Filter the data below, keeping only lines that contain "Mezcalapa".

= = =

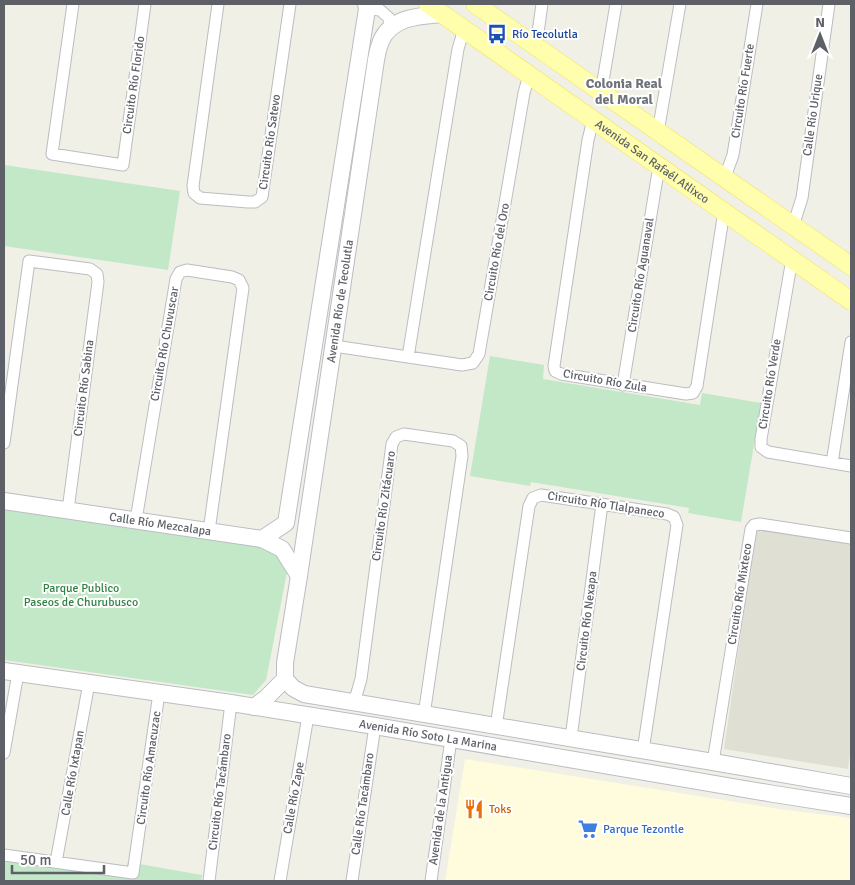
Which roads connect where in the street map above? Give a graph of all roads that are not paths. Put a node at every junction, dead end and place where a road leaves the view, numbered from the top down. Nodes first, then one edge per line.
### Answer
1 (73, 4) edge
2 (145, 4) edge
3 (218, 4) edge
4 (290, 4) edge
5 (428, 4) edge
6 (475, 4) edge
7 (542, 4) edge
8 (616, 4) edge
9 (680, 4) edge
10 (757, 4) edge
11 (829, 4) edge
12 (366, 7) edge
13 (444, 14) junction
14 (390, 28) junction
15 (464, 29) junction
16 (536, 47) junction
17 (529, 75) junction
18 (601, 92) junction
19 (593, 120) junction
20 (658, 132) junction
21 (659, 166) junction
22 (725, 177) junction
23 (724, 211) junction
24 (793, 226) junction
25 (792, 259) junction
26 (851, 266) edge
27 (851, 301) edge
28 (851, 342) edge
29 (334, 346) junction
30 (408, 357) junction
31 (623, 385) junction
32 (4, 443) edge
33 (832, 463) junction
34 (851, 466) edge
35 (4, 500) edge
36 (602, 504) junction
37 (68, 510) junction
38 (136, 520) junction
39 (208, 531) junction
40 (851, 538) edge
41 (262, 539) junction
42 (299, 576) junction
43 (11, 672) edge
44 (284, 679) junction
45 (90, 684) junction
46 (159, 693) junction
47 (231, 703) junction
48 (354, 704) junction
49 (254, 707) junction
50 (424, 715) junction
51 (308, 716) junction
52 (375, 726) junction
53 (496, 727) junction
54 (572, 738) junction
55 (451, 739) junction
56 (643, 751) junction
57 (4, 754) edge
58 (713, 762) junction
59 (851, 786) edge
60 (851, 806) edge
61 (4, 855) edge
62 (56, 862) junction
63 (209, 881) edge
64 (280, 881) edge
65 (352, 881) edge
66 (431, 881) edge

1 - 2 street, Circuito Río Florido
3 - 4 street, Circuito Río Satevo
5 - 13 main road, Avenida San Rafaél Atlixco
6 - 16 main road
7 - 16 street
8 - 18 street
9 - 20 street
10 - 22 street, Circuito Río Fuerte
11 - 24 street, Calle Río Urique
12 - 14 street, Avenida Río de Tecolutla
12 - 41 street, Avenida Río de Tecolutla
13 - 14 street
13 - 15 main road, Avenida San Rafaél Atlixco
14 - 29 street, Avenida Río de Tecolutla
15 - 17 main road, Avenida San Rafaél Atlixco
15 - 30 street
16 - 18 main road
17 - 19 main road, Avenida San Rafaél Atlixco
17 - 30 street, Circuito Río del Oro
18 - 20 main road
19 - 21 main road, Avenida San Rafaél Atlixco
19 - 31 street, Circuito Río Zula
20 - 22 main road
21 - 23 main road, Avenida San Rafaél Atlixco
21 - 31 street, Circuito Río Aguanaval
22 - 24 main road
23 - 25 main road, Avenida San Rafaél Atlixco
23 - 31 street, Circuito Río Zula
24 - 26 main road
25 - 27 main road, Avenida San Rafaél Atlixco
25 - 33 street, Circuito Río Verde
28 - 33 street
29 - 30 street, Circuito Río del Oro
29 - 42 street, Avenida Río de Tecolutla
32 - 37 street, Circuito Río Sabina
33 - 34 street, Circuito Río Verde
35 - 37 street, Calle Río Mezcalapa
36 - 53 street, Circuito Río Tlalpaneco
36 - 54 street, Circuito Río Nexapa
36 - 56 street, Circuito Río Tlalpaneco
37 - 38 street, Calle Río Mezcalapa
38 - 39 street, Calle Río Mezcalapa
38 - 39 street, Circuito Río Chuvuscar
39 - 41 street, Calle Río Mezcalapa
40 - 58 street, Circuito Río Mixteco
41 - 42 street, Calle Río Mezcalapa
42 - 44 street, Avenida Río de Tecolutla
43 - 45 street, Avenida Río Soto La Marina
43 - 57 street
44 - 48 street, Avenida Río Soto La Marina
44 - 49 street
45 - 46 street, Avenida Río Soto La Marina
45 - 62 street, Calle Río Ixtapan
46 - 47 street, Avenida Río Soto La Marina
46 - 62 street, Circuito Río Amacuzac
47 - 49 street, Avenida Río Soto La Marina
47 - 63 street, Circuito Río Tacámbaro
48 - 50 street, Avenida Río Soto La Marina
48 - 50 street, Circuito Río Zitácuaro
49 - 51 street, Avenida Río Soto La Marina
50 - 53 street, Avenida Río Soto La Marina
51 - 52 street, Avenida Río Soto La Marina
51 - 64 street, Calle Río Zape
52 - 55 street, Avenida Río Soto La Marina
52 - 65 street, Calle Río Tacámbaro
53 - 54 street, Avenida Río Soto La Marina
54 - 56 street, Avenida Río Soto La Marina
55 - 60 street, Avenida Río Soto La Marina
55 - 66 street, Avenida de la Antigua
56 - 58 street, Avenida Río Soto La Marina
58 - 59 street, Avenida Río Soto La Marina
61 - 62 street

= = =

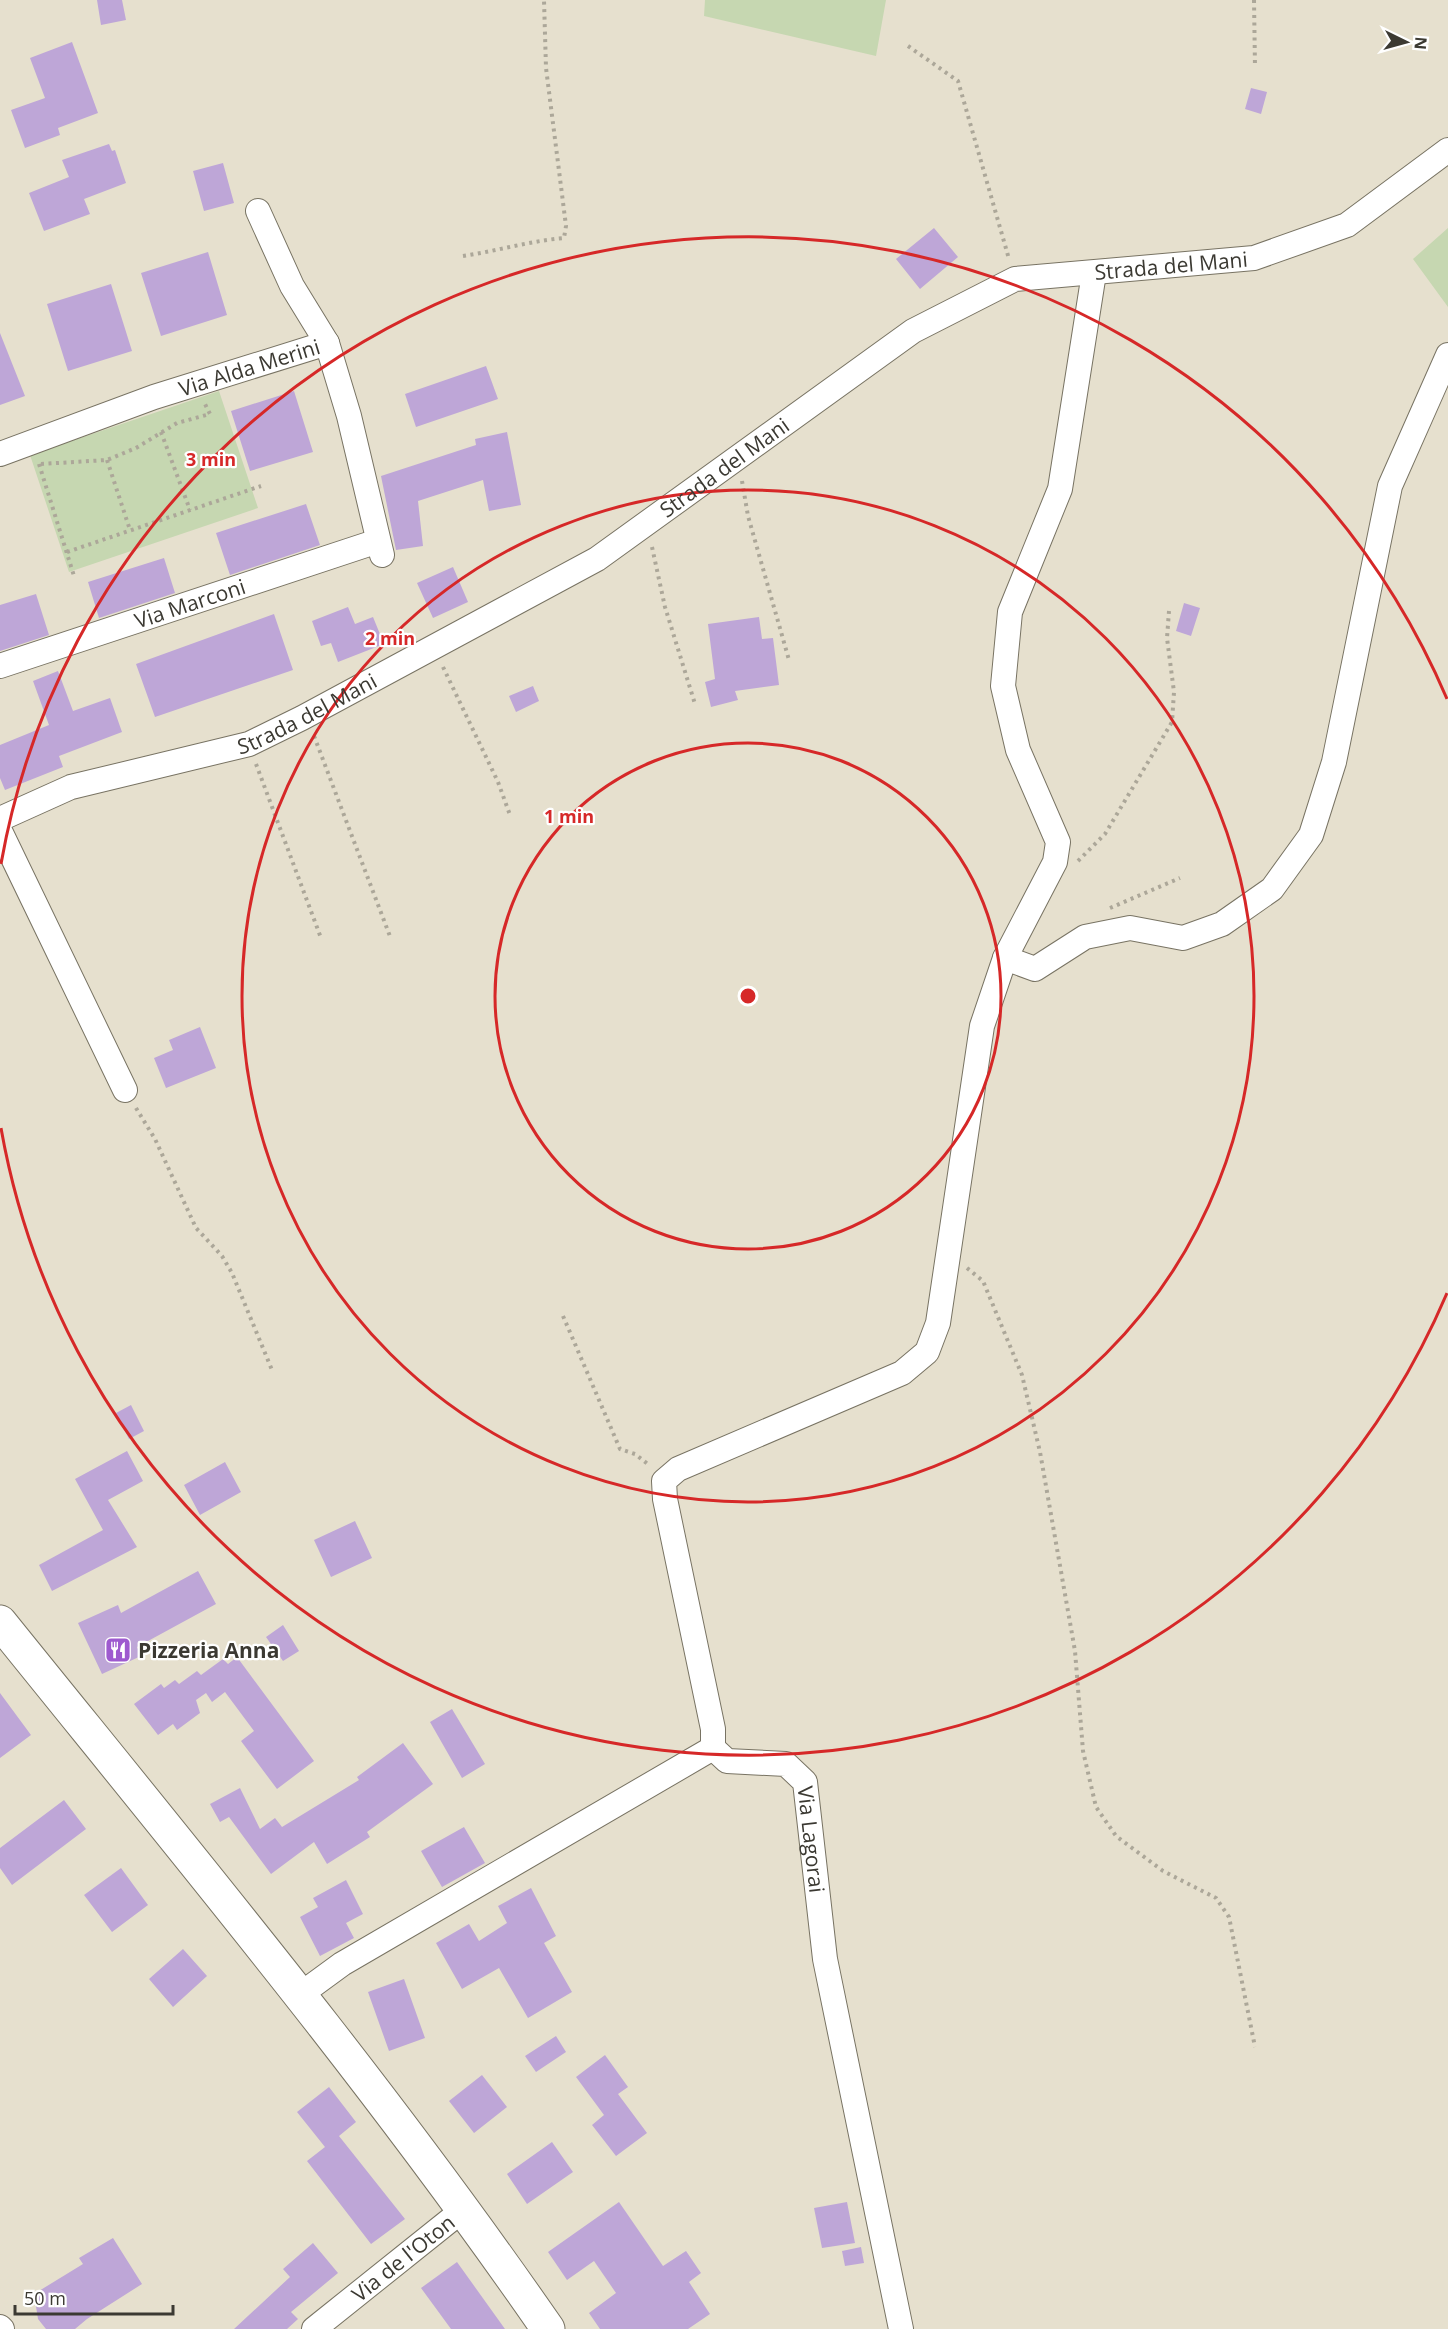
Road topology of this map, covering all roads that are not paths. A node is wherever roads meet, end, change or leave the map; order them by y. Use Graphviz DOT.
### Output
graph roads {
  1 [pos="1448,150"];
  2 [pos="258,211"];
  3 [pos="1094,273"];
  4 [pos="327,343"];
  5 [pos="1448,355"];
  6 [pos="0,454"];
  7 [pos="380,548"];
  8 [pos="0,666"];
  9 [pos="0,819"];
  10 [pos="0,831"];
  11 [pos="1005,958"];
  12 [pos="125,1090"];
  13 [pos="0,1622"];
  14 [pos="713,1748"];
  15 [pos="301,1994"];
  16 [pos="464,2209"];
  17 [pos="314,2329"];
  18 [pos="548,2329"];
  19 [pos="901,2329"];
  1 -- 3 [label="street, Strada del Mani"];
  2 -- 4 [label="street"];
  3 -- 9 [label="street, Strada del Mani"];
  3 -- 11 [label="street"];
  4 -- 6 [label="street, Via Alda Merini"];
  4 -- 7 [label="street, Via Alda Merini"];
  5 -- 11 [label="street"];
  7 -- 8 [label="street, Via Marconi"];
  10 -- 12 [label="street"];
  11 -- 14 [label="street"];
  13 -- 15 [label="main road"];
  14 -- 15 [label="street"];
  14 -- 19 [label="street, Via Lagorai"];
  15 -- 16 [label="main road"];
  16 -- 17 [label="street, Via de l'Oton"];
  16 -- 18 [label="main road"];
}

= = =

PROBLEM SOLUTION:
35 - 37 street, Calle Río Mezcalapa
37 - 38 street, Calle Río Mezcalapa
38 - 39 street, Calle Río Mezcalapa
39 - 41 street, Calle Río Mezcalapa
41 - 42 street, Calle Río Mezcalapa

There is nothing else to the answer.